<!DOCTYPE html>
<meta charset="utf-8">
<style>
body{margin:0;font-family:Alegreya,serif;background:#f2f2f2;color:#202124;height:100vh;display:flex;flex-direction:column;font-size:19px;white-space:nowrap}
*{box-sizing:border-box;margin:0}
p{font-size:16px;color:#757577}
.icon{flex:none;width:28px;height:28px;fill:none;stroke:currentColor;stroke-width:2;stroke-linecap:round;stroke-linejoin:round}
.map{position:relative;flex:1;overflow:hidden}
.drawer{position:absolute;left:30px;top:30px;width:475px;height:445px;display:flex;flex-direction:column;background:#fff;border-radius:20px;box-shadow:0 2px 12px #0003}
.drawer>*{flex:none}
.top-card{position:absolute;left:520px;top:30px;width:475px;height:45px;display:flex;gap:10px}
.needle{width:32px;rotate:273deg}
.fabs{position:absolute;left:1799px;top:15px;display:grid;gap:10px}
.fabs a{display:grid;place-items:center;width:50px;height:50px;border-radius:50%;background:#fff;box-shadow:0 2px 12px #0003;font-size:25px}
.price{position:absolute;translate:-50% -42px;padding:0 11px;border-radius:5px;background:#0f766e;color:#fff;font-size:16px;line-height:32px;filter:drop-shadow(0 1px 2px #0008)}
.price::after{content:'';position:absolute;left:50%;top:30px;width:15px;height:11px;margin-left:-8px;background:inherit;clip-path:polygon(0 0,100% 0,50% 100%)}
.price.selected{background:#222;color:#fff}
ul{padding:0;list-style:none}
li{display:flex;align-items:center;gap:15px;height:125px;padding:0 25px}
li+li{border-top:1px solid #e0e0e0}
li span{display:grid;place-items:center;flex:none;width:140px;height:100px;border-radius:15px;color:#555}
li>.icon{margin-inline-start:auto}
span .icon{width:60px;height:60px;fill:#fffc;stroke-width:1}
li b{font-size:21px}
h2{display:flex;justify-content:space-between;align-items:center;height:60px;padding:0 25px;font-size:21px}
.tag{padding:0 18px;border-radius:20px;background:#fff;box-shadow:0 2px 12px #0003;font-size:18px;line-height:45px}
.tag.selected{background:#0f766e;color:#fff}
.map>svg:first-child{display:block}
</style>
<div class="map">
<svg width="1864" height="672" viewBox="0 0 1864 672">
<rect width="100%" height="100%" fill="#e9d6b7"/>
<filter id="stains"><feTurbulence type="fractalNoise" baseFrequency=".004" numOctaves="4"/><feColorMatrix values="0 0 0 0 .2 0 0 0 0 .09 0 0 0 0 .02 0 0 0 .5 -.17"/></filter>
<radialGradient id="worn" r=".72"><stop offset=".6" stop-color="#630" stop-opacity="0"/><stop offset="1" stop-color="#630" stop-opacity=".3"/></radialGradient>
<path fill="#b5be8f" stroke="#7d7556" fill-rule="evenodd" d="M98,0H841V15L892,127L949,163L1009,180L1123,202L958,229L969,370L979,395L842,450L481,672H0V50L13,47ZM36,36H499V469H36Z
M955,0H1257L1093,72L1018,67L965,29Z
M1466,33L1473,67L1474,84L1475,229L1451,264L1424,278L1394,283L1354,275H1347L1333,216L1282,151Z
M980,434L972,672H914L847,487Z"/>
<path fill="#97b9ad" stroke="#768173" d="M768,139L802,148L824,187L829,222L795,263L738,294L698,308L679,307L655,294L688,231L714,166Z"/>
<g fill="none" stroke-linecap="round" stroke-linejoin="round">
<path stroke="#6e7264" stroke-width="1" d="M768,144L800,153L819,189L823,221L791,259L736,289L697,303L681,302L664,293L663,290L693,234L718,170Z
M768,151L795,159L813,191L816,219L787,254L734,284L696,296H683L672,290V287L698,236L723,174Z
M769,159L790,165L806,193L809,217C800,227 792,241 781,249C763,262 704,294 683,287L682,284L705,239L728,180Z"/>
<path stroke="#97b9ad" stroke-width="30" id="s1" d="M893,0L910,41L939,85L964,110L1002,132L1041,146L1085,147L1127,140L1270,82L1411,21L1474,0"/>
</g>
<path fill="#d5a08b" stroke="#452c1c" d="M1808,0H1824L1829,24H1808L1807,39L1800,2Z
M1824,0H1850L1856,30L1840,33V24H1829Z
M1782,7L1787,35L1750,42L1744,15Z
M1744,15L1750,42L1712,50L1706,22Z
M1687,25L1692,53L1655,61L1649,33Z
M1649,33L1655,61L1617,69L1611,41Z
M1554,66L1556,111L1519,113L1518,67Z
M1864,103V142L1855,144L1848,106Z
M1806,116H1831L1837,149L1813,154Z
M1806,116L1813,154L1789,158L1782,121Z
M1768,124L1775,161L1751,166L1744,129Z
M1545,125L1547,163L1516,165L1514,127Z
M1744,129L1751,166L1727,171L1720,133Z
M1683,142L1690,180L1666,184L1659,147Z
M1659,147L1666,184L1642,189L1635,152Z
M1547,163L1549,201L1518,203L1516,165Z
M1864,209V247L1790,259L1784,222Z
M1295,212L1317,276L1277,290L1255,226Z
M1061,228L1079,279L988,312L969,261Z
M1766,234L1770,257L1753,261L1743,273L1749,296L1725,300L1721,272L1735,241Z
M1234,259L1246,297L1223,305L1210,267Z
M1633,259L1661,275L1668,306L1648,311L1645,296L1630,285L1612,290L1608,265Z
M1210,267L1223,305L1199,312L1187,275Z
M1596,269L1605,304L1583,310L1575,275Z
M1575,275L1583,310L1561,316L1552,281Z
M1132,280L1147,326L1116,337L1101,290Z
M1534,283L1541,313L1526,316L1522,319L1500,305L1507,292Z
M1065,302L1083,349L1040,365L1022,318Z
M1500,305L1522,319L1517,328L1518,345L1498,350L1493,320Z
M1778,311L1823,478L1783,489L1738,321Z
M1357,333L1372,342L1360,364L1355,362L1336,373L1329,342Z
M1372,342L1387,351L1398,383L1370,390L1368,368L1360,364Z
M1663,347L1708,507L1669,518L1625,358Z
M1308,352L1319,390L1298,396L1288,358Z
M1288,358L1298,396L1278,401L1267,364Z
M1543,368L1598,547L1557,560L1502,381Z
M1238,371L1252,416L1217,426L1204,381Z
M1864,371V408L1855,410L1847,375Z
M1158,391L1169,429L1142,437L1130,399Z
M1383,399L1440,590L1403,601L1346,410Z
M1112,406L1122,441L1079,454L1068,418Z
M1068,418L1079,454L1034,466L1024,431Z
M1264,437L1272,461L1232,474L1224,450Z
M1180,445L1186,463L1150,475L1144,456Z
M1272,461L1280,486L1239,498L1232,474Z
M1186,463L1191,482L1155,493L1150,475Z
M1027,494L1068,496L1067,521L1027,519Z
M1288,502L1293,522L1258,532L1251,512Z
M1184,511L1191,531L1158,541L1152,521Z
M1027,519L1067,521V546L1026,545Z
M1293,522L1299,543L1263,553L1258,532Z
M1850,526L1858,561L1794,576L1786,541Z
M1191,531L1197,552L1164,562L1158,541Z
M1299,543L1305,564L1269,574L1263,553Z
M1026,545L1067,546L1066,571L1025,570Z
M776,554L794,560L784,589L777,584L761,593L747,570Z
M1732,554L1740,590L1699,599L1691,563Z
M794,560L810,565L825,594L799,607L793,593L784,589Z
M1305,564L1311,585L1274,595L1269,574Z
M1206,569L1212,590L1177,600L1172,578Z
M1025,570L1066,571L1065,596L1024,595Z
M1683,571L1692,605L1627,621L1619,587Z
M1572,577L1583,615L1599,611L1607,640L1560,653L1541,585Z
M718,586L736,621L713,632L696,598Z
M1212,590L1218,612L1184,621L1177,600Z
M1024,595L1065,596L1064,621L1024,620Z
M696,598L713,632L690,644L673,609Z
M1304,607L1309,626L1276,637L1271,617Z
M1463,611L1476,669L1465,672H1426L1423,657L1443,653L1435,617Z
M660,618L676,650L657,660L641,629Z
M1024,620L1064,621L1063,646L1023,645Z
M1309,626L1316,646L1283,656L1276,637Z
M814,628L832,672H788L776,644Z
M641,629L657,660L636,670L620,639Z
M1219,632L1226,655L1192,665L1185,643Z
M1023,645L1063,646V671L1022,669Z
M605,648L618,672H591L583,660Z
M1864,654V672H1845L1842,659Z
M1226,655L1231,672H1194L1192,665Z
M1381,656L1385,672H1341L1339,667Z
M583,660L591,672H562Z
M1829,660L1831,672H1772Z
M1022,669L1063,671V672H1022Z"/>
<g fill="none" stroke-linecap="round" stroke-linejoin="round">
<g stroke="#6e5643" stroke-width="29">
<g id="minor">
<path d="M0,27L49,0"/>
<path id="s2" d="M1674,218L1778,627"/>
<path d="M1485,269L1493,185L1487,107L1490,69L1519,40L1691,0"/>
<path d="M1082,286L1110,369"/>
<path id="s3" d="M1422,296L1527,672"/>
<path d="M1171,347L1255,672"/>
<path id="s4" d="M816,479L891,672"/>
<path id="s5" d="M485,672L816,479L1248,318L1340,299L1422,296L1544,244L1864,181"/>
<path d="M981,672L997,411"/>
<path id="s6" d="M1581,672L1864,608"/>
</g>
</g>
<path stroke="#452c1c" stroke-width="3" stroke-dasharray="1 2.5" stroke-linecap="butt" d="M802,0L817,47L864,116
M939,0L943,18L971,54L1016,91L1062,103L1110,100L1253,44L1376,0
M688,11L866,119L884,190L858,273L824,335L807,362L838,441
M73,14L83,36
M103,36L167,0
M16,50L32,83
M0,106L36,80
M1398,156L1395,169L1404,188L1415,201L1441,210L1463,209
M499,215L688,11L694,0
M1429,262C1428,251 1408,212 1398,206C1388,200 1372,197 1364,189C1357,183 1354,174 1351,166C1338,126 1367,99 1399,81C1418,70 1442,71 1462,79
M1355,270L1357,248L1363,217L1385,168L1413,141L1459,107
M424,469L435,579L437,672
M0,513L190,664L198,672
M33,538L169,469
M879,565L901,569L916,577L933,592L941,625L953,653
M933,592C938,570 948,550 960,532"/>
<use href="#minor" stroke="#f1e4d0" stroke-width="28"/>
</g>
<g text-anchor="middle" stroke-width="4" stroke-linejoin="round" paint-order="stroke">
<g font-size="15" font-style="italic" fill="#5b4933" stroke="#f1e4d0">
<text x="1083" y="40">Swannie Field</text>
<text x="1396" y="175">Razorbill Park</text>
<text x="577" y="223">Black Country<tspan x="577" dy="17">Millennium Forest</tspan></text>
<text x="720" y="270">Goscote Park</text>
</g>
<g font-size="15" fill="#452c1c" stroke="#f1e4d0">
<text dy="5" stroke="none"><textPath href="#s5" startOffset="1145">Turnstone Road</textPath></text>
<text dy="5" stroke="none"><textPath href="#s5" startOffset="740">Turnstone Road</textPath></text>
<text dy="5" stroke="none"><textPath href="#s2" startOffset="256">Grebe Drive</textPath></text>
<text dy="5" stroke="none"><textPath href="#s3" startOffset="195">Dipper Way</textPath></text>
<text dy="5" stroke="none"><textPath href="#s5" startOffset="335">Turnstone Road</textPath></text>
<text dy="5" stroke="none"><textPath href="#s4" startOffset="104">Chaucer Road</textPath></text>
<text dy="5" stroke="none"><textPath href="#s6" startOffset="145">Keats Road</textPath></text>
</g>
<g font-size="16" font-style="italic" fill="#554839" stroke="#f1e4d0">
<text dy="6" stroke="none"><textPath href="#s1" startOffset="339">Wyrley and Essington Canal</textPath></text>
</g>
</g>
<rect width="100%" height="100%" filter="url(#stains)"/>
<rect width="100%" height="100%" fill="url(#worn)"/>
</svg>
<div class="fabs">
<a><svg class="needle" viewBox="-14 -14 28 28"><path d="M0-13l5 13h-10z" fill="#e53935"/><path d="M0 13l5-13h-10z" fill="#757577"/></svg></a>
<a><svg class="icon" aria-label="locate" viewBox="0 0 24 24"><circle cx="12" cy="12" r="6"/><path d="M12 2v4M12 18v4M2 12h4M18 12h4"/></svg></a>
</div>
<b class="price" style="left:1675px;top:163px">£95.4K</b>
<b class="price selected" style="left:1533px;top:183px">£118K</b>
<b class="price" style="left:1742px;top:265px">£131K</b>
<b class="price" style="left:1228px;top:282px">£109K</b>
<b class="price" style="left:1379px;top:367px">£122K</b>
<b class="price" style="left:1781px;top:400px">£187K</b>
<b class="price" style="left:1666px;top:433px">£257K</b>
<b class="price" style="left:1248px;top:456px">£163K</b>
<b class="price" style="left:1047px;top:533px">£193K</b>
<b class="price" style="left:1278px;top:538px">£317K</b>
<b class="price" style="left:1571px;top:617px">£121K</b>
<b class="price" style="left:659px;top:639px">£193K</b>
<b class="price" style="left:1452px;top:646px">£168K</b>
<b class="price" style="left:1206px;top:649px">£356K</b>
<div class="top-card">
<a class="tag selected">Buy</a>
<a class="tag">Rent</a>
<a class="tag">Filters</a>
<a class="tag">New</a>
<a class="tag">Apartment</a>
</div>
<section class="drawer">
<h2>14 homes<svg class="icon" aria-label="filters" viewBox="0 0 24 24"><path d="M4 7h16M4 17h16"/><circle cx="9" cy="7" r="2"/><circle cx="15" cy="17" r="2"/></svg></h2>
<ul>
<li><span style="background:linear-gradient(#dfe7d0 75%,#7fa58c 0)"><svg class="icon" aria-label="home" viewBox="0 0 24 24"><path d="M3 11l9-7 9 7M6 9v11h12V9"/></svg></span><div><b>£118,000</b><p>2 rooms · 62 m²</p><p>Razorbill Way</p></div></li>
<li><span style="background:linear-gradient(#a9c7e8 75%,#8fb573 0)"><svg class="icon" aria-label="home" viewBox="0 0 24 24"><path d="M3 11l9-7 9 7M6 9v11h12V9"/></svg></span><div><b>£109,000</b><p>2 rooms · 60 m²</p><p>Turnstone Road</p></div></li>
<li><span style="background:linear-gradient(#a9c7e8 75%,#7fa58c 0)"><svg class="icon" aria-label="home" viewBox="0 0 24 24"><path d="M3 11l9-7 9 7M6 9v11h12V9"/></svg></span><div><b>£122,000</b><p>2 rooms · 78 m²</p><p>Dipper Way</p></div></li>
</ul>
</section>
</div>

__________

» TASK ITEM: Only the lines that hold the word "space" are wanted; each should be pulled from the records.

» TASK ANSWER:
body{margin:0;font-family:Alegreya,serif;background:#f2f2f2;color:#202124;height:100vh;display:flex;flex-direction:column;font-size:19px;white-space:nowrap}
h2{display:flex;justify-content:space-between;align-items:center;height:60px;padding:0 25px;font-size:21px}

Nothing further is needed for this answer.